***** Records to use
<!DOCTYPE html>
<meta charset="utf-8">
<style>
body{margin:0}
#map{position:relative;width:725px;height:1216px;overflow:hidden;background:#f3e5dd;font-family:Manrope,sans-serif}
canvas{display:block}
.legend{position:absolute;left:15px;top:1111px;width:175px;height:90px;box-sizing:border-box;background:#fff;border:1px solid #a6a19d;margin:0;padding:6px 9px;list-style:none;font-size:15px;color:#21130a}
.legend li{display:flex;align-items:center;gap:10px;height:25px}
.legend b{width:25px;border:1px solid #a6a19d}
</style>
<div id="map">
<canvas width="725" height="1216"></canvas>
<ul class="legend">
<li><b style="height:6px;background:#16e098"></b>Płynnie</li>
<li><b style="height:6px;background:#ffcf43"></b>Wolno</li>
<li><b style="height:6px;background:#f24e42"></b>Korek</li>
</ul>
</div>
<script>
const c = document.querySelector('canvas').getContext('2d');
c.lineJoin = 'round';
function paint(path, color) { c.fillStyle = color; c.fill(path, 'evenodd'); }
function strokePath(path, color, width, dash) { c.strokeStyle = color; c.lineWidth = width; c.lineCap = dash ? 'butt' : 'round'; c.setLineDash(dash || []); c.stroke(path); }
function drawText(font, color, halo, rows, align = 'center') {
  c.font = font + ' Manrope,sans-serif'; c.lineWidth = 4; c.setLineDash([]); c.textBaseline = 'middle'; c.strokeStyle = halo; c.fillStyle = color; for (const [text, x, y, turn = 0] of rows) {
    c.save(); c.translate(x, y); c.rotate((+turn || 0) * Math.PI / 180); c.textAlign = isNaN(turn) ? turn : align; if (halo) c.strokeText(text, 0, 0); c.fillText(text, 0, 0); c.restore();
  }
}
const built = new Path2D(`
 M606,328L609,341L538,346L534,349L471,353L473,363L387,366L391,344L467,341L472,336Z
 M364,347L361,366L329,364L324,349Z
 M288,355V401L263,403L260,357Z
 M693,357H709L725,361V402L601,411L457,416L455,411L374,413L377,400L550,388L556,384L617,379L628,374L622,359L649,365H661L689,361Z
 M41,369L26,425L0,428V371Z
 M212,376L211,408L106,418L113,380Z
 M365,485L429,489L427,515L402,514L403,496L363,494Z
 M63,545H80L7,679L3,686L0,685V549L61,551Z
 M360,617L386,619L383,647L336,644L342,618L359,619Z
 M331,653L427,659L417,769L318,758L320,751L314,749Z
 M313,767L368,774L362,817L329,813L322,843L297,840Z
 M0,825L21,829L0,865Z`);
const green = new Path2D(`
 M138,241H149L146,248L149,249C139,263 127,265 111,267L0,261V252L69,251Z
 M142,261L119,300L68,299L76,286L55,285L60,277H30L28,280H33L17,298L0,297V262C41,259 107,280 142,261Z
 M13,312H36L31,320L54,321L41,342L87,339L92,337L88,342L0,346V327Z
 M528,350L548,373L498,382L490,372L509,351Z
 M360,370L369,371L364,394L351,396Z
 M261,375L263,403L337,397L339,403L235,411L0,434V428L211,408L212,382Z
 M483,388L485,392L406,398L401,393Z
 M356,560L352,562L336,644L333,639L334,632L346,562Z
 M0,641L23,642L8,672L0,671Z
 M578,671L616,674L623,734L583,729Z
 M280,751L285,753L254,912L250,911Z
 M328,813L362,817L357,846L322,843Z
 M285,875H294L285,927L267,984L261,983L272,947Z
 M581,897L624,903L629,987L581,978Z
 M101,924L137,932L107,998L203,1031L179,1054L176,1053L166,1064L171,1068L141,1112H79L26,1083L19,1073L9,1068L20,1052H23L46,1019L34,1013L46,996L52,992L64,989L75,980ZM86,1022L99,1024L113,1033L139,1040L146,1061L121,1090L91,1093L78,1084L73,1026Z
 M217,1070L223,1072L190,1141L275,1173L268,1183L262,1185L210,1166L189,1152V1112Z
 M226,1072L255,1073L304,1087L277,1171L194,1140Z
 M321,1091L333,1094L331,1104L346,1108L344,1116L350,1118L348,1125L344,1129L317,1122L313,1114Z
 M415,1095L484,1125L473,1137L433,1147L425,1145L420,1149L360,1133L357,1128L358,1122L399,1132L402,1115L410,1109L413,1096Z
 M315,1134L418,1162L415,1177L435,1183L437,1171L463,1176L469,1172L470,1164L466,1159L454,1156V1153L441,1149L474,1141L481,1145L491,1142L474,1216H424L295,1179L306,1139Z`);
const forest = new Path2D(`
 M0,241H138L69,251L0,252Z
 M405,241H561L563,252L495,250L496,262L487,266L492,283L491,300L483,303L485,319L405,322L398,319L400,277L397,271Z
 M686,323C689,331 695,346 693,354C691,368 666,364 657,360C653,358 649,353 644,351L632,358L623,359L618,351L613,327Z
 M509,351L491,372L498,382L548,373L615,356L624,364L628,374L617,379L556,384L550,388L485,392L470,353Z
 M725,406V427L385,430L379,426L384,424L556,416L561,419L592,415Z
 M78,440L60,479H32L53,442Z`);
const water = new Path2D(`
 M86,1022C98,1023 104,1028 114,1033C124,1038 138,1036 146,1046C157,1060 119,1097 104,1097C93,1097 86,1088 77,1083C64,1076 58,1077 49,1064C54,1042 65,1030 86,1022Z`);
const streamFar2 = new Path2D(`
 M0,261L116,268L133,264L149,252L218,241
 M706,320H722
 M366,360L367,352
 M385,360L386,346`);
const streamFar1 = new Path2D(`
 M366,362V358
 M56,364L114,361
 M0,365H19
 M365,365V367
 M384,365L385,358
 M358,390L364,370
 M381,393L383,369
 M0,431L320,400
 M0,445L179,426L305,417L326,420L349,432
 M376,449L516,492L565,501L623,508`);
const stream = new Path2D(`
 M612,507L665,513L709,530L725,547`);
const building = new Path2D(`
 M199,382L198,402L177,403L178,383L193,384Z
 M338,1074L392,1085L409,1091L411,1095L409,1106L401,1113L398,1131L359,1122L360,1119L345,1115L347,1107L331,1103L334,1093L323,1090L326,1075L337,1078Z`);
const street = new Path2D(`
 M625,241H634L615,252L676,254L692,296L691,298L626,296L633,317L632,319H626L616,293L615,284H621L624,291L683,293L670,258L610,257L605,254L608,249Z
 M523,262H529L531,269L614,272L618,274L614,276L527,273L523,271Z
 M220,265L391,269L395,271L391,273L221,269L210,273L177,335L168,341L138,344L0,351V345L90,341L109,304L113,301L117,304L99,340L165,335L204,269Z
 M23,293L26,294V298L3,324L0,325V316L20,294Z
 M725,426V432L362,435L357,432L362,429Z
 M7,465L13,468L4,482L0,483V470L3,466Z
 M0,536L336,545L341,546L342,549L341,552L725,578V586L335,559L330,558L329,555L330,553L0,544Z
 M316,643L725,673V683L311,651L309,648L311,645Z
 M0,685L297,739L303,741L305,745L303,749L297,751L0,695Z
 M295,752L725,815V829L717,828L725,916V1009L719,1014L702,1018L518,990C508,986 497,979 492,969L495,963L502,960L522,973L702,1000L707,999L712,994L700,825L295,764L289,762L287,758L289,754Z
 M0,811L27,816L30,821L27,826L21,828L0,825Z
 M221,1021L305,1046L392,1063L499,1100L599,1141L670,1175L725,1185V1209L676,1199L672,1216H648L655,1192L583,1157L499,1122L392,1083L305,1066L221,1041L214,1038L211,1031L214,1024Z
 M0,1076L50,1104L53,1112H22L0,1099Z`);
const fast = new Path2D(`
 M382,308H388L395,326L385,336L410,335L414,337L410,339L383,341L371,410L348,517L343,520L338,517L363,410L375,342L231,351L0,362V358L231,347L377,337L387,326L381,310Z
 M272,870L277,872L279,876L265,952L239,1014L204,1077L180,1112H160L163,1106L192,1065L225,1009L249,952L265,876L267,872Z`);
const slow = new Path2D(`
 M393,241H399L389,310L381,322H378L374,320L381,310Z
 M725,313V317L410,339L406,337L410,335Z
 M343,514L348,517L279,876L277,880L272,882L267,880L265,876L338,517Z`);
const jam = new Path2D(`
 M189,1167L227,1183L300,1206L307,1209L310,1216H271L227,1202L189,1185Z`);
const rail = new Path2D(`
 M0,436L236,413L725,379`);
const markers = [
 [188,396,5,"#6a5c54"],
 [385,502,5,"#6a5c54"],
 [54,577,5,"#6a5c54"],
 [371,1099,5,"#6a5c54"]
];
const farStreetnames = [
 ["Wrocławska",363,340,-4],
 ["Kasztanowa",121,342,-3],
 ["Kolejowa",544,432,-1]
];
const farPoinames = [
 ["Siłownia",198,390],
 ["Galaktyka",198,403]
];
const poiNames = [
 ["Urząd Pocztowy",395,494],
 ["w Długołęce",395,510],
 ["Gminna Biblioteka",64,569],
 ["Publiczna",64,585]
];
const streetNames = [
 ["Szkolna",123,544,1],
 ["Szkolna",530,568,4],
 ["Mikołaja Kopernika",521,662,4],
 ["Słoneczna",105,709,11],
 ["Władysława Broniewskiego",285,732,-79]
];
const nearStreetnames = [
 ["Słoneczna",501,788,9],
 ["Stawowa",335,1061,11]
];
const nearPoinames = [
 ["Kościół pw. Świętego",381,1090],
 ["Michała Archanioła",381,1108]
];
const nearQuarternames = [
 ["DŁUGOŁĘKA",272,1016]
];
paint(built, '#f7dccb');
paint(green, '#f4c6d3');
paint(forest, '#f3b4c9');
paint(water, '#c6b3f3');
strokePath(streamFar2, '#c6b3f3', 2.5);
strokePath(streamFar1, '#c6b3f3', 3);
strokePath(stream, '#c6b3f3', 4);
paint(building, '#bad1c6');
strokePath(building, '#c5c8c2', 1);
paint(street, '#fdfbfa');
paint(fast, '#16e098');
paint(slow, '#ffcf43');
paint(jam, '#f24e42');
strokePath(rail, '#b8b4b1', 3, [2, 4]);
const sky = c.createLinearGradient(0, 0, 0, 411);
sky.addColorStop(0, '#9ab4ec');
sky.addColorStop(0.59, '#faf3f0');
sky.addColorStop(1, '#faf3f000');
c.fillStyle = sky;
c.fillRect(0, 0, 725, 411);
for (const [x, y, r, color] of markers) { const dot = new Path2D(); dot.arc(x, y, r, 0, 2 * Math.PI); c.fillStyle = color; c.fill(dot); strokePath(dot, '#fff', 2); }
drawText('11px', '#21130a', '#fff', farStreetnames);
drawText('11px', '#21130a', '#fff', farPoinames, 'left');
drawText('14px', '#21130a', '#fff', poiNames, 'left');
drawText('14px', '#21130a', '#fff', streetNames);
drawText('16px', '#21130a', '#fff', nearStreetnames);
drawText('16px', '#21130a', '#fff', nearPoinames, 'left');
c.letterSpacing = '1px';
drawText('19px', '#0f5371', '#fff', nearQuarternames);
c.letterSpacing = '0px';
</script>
**********
▶ [About this task]: Repeat every line exactly, starting with the first line of the entries, and stop once the line containing "function strokePath(path, color, width, dash)" has been given.

▶ [Exercise answer]:
<!DOCTYPE html>
<meta charset="utf-8">
<style>
body{margin:0}
#map{position:relative;width:725px;height:1216px;overflow:hidden;background:#f3e5dd;font-family:Manrope,sans-serif}
canvas{display:block}
.legend{position:absolute;left:15px;top:1111px;width:175px;height:90px;box-sizing:border-box;background:#fff;border:1px solid #a6a19d;margin:0;padding:6px 9px;list-style:none;font-size:15px;color:#21130a}
.legend li{display:flex;align-items:center;gap:10px;height:25px}
.legend b{width:25px;border:1px solid #a6a19d}
</style>
<div id="map">
<canvas width="725" height="1216"></canvas>
<ul class="legend">
<li><b style="height:6px;background:#16e098"></b>Płynnie</li>
<li><b style="height:6px;background:#ffcf43"></b>Wolno</li>
<li><b style="height:6px;background:#f24e42"></b>Korek</li>
</ul>
</div>
<script>
const c = document.querySelector('canvas').getContext('2d');
c.lineJoin = 'round';
function paint(path, color) { c.fillStyle = color; c.fill(path, 'evenodd'); }
function strokePath(path, color, width, dash) { c.strokeStyle = color; c.lineWidth = width; c.lineCap = dash ? 'butt' : 'round'; c.setLineDash(dash || []); c.stroke(path); }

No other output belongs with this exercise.